(Records contained in a dataset)
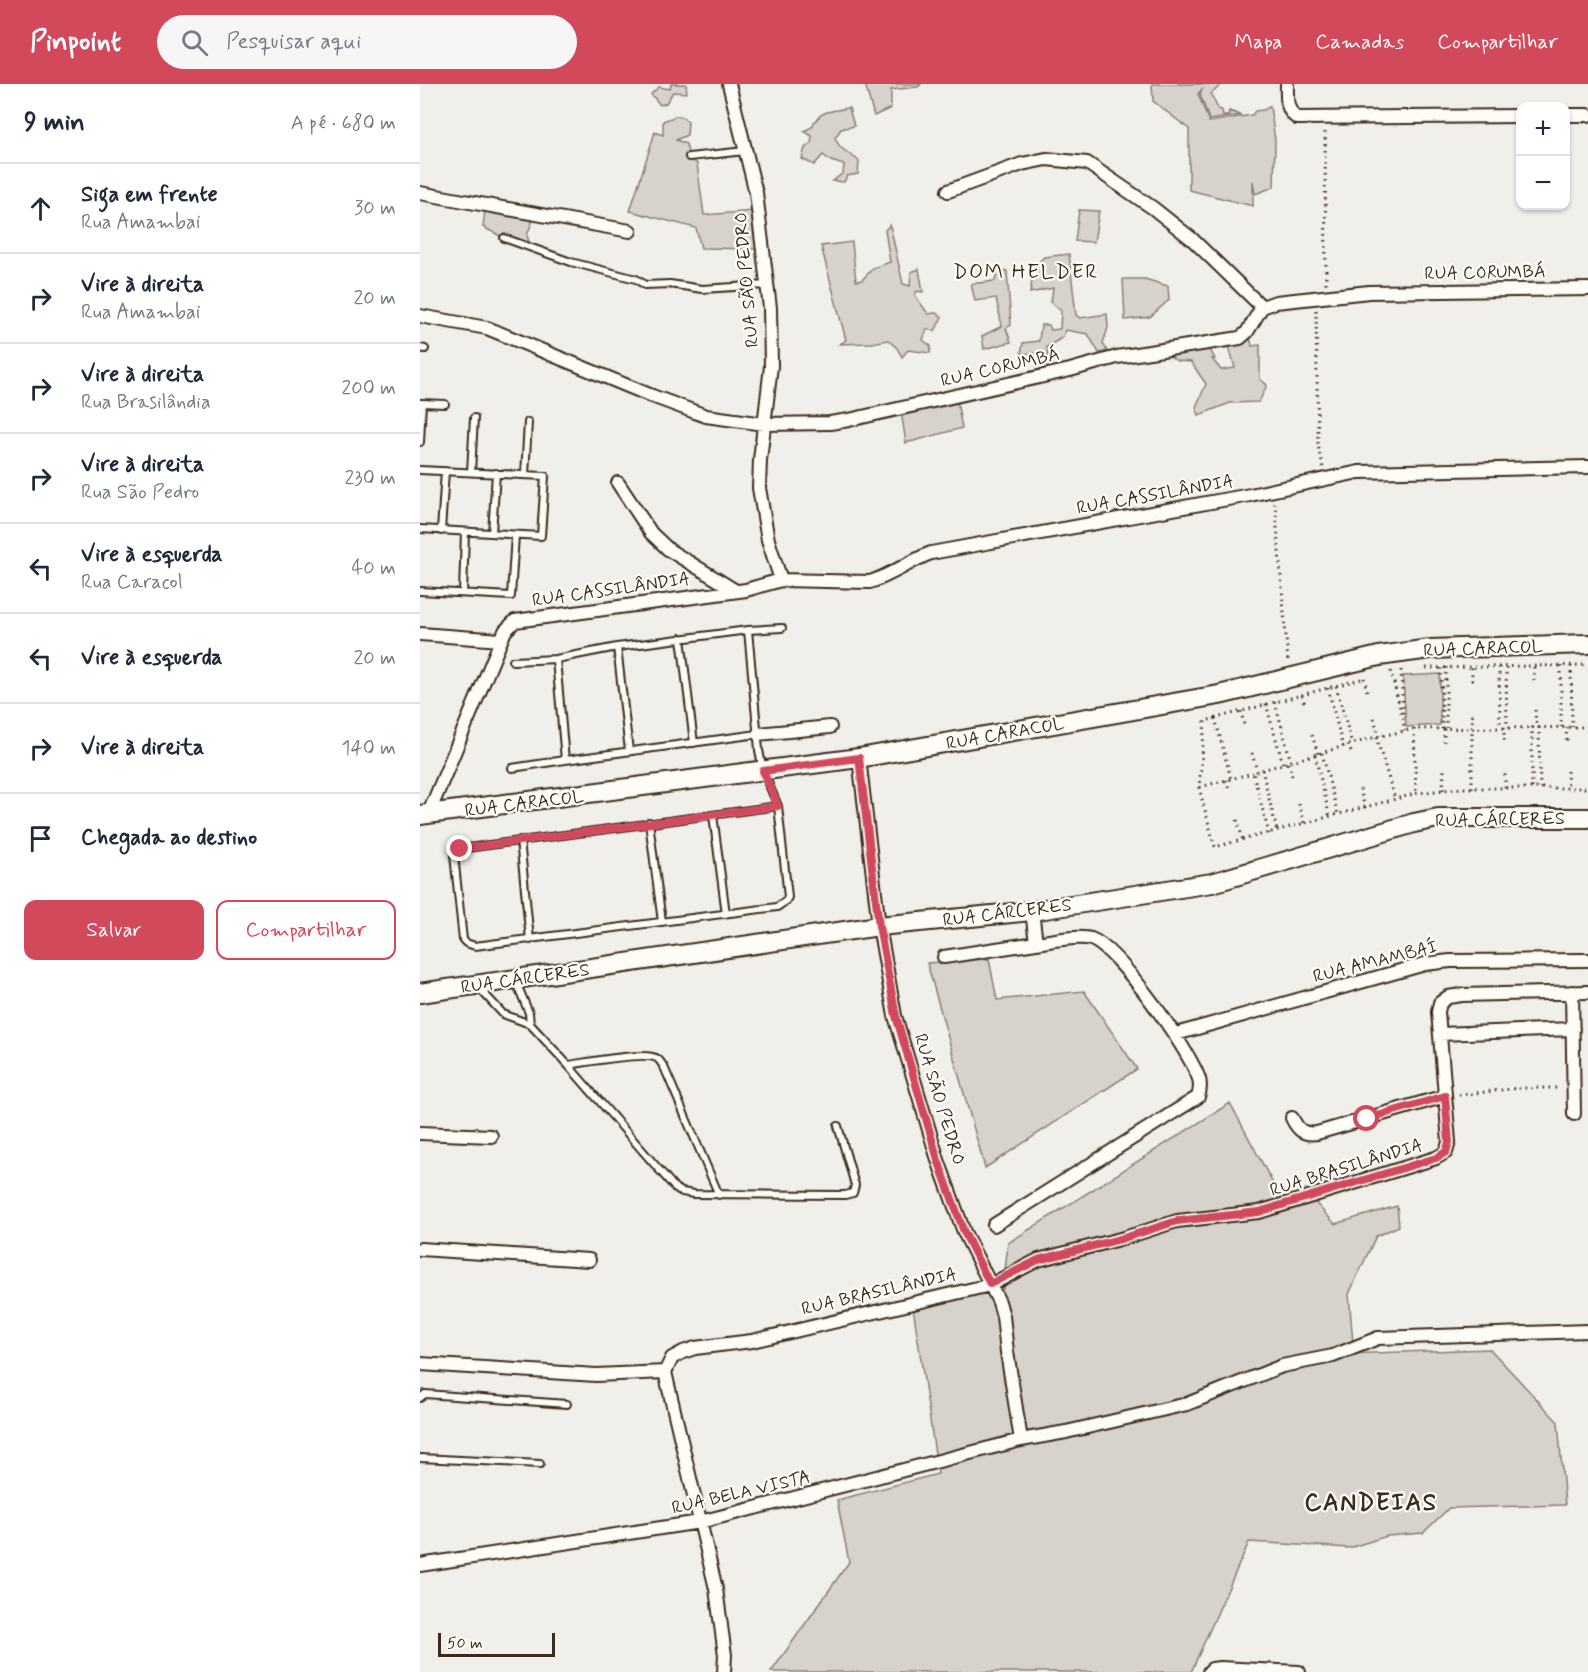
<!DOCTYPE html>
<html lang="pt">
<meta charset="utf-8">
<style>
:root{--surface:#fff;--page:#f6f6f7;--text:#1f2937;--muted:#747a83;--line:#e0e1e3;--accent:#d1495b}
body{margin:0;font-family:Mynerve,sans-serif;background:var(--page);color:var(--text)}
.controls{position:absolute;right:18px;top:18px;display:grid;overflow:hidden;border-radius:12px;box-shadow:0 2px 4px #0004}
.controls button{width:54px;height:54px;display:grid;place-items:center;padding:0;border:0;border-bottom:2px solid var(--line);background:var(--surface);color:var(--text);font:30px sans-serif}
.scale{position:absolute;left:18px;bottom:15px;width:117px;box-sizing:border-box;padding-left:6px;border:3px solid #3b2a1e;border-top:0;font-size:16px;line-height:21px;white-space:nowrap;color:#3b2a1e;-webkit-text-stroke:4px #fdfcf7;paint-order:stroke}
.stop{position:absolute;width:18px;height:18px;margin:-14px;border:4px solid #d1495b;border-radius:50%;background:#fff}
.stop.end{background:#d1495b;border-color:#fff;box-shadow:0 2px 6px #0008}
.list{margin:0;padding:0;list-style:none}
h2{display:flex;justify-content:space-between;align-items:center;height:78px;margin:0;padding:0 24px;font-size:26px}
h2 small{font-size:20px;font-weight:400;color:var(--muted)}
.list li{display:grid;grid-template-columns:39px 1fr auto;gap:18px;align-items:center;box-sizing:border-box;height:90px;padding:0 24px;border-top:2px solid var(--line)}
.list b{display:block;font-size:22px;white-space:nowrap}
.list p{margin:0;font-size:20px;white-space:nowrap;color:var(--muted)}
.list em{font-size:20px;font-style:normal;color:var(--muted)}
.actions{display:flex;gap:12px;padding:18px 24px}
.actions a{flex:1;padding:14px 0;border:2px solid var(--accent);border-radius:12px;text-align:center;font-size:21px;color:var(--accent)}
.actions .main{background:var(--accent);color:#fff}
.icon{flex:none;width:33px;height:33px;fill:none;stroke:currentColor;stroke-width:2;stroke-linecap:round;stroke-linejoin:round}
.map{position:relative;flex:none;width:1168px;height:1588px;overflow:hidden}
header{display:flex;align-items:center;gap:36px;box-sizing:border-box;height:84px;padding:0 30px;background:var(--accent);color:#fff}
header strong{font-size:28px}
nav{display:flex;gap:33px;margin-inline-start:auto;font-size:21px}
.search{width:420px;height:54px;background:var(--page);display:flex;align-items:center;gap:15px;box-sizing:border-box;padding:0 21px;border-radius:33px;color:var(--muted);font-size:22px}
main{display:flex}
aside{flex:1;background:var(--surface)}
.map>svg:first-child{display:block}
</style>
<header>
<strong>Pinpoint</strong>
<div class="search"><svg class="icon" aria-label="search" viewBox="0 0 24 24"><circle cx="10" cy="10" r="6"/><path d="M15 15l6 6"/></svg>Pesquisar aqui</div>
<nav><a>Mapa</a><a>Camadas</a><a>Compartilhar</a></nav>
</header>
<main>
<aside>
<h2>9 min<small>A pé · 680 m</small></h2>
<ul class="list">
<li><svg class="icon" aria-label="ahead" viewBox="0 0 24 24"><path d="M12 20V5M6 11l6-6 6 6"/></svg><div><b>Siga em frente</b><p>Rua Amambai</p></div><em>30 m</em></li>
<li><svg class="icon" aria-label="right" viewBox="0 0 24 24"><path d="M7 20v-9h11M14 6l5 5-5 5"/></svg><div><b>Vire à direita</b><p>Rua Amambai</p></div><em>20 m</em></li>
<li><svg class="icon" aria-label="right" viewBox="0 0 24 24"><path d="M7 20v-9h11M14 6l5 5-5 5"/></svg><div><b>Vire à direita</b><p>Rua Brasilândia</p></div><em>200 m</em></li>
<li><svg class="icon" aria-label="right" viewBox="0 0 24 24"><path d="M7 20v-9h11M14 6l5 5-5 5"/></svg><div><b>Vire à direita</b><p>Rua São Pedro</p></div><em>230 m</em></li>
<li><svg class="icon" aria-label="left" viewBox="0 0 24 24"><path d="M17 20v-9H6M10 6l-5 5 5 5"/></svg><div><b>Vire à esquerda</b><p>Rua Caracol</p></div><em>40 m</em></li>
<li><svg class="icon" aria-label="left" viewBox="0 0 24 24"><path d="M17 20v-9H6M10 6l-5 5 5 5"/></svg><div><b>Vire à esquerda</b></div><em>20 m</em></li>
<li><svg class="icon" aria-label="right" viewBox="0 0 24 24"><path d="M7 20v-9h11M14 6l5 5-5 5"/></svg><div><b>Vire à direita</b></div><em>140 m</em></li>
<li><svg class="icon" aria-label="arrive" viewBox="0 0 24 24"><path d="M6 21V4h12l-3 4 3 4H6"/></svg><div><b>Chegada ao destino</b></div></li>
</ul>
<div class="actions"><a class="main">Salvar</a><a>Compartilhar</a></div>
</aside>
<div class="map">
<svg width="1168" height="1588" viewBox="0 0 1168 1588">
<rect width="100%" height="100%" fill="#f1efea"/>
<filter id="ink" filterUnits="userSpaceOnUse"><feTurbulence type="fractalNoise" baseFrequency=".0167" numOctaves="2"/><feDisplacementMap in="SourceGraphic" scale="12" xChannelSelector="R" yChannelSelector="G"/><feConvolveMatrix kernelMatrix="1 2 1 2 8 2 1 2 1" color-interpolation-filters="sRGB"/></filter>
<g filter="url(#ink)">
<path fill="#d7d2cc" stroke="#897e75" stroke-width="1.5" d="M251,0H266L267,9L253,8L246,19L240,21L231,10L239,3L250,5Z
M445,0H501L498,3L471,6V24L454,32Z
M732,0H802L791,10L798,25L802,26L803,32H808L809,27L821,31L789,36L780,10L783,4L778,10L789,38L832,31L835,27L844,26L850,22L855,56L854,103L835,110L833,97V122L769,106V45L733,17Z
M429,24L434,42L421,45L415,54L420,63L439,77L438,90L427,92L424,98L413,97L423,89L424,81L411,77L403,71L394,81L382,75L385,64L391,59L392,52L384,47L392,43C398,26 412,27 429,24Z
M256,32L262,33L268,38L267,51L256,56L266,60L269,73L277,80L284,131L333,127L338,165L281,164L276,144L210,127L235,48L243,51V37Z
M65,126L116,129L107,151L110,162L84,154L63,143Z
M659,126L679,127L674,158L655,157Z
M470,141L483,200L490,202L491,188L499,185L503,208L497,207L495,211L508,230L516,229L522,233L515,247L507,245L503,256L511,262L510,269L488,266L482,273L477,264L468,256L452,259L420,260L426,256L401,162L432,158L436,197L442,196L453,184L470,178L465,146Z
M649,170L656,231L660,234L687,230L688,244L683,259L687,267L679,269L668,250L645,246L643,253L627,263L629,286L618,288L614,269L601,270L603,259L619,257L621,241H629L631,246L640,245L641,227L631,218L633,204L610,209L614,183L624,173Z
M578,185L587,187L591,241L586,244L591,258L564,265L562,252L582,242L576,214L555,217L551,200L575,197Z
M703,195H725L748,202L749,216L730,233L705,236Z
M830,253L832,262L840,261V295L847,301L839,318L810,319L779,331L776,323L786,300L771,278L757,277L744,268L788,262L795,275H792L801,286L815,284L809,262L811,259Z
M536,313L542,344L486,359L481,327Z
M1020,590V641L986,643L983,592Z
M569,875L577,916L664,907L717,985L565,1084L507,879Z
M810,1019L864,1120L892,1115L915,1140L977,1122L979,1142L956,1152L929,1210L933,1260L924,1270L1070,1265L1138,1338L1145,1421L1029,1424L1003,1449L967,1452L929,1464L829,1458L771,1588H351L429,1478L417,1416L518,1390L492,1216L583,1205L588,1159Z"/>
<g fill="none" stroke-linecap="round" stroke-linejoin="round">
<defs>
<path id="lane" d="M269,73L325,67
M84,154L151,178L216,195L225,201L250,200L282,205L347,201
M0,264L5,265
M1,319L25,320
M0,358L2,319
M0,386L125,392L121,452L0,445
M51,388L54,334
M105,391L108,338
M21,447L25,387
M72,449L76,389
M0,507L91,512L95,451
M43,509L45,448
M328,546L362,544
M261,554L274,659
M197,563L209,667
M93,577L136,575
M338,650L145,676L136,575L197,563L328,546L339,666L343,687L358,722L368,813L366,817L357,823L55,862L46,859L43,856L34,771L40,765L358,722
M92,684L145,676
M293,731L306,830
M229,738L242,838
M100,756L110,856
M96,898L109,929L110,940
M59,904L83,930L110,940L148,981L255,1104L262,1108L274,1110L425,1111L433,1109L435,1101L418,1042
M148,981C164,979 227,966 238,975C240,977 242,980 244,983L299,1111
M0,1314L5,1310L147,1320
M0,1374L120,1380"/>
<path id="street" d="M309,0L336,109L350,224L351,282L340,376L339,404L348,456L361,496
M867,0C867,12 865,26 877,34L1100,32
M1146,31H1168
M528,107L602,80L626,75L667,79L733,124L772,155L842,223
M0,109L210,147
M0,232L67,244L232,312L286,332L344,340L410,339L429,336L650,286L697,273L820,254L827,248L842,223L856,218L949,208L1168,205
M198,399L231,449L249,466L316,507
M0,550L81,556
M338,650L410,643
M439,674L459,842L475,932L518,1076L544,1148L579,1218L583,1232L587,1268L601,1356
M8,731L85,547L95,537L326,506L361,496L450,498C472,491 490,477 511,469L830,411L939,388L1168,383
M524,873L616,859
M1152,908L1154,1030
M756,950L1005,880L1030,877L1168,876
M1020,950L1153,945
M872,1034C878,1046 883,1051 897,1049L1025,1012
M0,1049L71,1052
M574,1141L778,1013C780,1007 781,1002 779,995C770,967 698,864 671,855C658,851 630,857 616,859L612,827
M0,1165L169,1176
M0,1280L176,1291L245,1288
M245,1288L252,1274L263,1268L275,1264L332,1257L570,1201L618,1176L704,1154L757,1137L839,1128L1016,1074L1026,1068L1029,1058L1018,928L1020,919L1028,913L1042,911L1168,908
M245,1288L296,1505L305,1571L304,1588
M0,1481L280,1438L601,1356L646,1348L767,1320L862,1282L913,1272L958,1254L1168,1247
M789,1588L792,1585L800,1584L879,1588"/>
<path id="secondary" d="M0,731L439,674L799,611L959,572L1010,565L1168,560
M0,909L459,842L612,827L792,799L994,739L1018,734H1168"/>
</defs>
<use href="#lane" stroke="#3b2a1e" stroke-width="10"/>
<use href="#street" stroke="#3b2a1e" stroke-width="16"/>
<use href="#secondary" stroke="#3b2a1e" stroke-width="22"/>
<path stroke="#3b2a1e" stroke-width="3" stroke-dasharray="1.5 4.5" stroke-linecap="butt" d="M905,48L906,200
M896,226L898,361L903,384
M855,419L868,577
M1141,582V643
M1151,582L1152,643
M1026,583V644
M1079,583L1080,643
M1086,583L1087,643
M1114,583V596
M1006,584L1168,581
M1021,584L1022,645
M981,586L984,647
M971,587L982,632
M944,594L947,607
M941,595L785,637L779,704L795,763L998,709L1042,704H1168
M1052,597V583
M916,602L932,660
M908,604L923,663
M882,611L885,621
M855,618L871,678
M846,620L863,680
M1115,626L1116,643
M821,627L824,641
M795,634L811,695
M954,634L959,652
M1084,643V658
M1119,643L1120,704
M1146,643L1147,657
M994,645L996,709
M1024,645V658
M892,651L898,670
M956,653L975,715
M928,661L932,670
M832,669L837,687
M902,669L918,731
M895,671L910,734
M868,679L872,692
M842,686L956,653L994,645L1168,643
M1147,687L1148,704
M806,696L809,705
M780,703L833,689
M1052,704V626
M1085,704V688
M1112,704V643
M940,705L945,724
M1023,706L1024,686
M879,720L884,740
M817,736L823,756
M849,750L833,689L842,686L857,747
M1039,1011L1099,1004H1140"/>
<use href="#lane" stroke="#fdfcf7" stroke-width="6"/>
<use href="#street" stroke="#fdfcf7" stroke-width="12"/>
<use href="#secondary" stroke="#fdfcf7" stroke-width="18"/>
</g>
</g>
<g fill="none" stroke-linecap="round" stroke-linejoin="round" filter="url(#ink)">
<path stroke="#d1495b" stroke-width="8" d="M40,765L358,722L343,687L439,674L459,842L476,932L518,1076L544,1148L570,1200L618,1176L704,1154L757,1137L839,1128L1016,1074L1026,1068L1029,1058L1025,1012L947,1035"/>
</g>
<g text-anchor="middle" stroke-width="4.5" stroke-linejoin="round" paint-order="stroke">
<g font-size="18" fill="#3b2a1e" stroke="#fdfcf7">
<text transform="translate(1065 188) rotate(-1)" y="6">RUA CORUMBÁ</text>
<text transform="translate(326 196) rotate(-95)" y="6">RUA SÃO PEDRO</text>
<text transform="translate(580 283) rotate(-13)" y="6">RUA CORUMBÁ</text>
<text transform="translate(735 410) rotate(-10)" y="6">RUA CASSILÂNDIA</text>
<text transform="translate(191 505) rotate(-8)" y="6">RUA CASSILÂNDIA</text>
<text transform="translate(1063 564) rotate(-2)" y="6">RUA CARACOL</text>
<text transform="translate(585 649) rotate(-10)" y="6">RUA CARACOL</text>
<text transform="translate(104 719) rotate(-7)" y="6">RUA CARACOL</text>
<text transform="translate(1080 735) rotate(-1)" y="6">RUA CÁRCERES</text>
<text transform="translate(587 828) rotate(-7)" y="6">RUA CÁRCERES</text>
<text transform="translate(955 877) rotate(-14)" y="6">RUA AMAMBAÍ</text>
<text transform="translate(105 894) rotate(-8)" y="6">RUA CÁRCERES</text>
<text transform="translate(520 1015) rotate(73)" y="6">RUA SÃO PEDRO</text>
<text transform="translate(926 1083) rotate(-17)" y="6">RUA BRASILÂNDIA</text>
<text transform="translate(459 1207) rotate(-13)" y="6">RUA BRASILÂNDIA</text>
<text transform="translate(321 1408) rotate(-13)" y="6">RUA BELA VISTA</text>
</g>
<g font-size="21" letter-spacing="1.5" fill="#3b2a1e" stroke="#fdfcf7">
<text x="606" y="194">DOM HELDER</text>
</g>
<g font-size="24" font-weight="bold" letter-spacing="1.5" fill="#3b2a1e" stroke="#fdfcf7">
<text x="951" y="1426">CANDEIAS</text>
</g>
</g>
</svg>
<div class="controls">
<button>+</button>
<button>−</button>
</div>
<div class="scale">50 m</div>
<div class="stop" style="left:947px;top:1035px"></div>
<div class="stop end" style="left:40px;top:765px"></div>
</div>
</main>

## Your assignment
After locating the line holding "M1152,908L1154,1030" above, output exactly that line and every line after it through the line holding "M1021,584L1022,645". Include nothing else.

## Result for this task
M1152,908L1154,1030
M756,950L1005,880L1030,877L1168,876
M1020,950L1153,945
M872,1034C878,1046 883,1051 897,1049L1025,1012
M0,1049L71,1052
M574,1141L778,1013C780,1007 781,1002 779,995C770,967 698,864 671,855C658,851 630,857 616,859L612,827
M0,1165L169,1176
M0,1280L176,1291L245,1288
M245,1288L252,1274L263,1268L275,1264L332,1257L570,1201L618,1176L704,1154L757,1137L839,1128L1016,1074L1026,1068L1029,1058L1018,928L1020,919L1028,913L1042,911L1168,908
M245,1288L296,1505L305,1571L304,1588
M0,1481L280,1438L601,1356L646,1348L767,1320L862,1282L913,1272L958,1254L1168,1247
M789,1588L792,1585L800,1584L879,1588"/>
<path id="secondary" d="M0,731L439,674L799,611L959,572L1010,565L1168,560
M0,909L459,842L612,827L792,799L994,739L1018,734H1168"/>
</defs>
<use href="#lane" stroke="#3b2a1e" stroke-width="10"/>
<use href="#street" stroke="#3b2a1e" stroke-width="16"/>
<use href="#secondary" stroke="#3b2a1e" stroke-width="22"/>
<path stroke="#3b2a1e" stroke-width="3" stroke-dasharray="1.5 4.5" stroke-linecap="butt" d="M905,48L906,200
M896,226L898,361L903,384
M855,419L868,577
M1141,582V643
M1151,582L1152,643
M1026,583V644
M1079,583L1080,643
M1086,583L1087,643
M1114,583V596
M1006,584L1168,581
M1021,584L1022,645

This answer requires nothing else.